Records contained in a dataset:
■ ■ ■ ■

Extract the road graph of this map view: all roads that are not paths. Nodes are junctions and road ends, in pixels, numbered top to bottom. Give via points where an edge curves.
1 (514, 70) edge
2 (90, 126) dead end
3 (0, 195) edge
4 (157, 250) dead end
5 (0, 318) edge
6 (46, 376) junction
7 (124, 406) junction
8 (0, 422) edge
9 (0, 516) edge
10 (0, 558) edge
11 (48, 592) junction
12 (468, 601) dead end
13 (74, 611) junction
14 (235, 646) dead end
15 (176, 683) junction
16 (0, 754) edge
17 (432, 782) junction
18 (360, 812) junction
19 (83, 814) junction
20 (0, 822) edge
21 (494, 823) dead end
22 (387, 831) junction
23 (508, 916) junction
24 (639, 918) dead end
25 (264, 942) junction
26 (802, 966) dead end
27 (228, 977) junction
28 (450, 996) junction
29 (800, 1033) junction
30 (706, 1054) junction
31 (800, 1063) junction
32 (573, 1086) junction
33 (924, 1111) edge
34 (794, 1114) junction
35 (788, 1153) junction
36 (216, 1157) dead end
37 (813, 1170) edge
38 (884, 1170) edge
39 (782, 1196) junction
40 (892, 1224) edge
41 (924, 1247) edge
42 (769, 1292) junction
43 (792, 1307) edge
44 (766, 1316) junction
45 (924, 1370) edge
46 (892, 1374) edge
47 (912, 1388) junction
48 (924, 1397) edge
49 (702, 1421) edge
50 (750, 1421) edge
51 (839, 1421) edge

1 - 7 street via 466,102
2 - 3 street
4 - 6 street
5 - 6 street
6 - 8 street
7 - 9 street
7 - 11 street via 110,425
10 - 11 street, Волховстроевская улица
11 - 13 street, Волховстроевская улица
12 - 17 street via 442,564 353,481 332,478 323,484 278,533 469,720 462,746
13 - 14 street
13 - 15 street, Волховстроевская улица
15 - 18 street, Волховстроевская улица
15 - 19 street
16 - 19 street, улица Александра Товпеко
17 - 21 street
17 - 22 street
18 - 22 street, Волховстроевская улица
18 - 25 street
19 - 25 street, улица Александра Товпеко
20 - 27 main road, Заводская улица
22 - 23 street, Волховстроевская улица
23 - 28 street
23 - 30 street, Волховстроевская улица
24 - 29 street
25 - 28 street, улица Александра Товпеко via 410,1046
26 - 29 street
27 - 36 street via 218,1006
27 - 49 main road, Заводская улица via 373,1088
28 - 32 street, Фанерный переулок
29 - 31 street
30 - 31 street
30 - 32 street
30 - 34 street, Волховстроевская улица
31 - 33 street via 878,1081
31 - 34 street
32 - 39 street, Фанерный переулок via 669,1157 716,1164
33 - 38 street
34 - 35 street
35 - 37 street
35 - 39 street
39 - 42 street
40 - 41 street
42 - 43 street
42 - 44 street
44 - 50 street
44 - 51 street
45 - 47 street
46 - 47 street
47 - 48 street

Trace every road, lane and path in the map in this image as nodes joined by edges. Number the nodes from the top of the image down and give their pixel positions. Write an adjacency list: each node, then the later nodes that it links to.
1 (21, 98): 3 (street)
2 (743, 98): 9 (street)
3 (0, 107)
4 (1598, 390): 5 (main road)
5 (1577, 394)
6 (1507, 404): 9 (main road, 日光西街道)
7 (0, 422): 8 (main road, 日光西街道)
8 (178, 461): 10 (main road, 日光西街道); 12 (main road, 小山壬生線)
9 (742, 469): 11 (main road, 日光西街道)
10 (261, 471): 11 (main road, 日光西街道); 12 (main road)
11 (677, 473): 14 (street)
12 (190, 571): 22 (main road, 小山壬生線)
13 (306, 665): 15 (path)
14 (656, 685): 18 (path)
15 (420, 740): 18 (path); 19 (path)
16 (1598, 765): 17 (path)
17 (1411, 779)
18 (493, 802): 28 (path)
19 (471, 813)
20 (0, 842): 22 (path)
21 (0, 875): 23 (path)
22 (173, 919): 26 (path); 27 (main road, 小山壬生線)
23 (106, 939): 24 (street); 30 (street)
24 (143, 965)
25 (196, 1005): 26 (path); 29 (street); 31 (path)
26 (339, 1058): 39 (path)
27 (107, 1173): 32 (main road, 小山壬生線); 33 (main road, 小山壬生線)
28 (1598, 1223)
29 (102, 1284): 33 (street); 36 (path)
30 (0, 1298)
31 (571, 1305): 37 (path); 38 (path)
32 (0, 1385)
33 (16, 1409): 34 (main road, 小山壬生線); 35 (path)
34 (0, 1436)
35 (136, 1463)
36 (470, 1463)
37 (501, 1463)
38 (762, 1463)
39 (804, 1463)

■ ■ ■ ■

- What is expected -
Whatever appears in the records must be returned exactly.

- Exercise solution -
Extract the road graph of this map view: all roads that are not paths. Nodes are junctions and road ends, in pixels, numbered top to bottom. Give via points where an edge curves.
1 (514, 70) edge
2 (90, 126) dead end
3 (0, 195) edge
4 (157, 250) dead end
5 (0, 318) edge
6 (46, 376) junction
7 (124, 406) junction
8 (0, 422) edge
9 (0, 516) edge
10 (0, 558) edge
11 (48, 592) junction
12 (468, 601) dead end
13 (74, 611) junction
14 (235, 646) dead end
15 (176, 683) junction
16 (0, 754) edge
17 (432, 782) junction
18 (360, 812) junction
19 (83, 814) junction
20 (0, 822) edge
21 (494, 823) dead end
22 (387, 831) junction
23 (508, 916) junction
24 (639, 918) dead end
25 (264, 942) junction
26 (802, 966) dead end
27 (228, 977) junction
28 (450, 996) junction
29 (800, 1033) junction
30 (706, 1054) junction
31 (800, 1063) junction
32 (573, 1086) junction
33 (924, 1111) edge
34 (794, 1114) junction
35 (788, 1153) junction
36 (216, 1157) dead end
37 (813, 1170) edge
38 (884, 1170) edge
39 (782, 1196) junction
40 (892, 1224) edge
41 (924, 1247) edge
42 (769, 1292) junction
43 (792, 1307) edge
44 (766, 1316) junction
45 (924, 1370) edge
46 (892, 1374) edge
47 (912, 1388) junction
48 (924, 1397) edge
49 (702, 1421) edge
50 (750, 1421) edge
51 (839, 1421) edge

1 - 7 street via 466,102
2 - 3 street
4 - 6 street
5 - 6 street
6 - 8 street
7 - 9 street
7 - 11 street via 110,425
10 - 11 street, Волховстроевская улица
11 - 13 street, Волховстроевская улица
12 - 17 street via 442,564 353,481 332,478 323,484 278,533 469,720 462,746
13 - 14 street
13 - 15 street, Волховстроевская улица
15 - 18 street, Волховстроевская улица
15 - 19 street
16 - 19 street, улица Александра Товпеко
17 - 21 street
17 - 22 street
18 - 22 street, Волховстроевская улица
18 - 25 street
19 - 25 street, улица Александра Товпеко
20 - 27 main road, Заводская улица
22 - 23 street, Волховстроевская улица
23 - 28 street
23 - 30 street, Волховстроевская улица
24 - 29 street
25 - 28 street, улица Александра Товпеко via 410,1046
26 - 29 street
27 - 36 street via 218,1006
27 - 49 main road, Заводская улица via 373,1088
28 - 32 street, Фанерный переулок
29 - 31 street
30 - 31 street
30 - 32 street
30 - 34 street, Волховстроевская улица
31 - 33 street via 878,1081
31 - 34 street
32 - 39 street, Фанерный переулок via 669,1157 716,1164
33 - 38 street
34 - 35 street
35 - 37 street
35 - 39 street
39 - 42 street
40 - 41 street
42 - 43 street
42 - 44 street
44 - 50 street
44 - 51 street
45 - 47 street
46 - 47 street
47 - 48 street

Trace every road, lane and path in the map in this image as nodes joined by edges. Number the nodes from the top of the image down and give their pixel positions. Write an adjacency list: each node, then the later nodes that it links to.
1 (21, 98): 3 (street)
2 (743, 98): 9 (street)
3 (0, 107)
4 (1598, 390): 5 (main road)
5 (1577, 394)
6 (1507, 404): 9 (main road, 日光西街道)
7 (0, 422): 8 (main road, 日光西街道)
8 (178, 461): 10 (main road, 日光西街道); 12 (main road, 小山壬生線)
9 (742, 469): 11 (main road, 日光西街道)
10 (261, 471): 11 (main road, 日光西街道); 12 (main road)
11 (677, 473): 14 (street)
12 (190, 571): 22 (main road, 小山壬生線)
13 (306, 665): 15 (path)
14 (656, 685): 18 (path)
15 (420, 740): 18 (path); 19 (path)
16 (1598, 765): 17 (path)
17 (1411, 779)
18 (493, 802): 28 (path)
19 (471, 813)
20 (0, 842): 22 (path)
21 (0, 875): 23 (path)
22 (173, 919): 26 (path); 27 (main road, 小山壬生線)
23 (106, 939): 24 (street); 30 (street)
24 (143, 965)
25 (196, 1005): 26 (path); 29 (street); 31 (path)
26 (339, 1058): 39 (path)
27 (107, 1173): 32 (main road, 小山壬生線); 33 (main road, 小山壬生線)
28 (1598, 1223)
29 (102, 1284): 33 (street); 36 (path)
30 (0, 1298)
31 (571, 1305): 37 (path); 38 (path)
32 (0, 1385)
33 (16, 1409): 34 (main road, 小山壬生線); 35 (path)
34 (0, 1436)
35 (136, 1463)
36 (470, 1463)
37 (501, 1463)
38 (762, 1463)
39 (804, 1463)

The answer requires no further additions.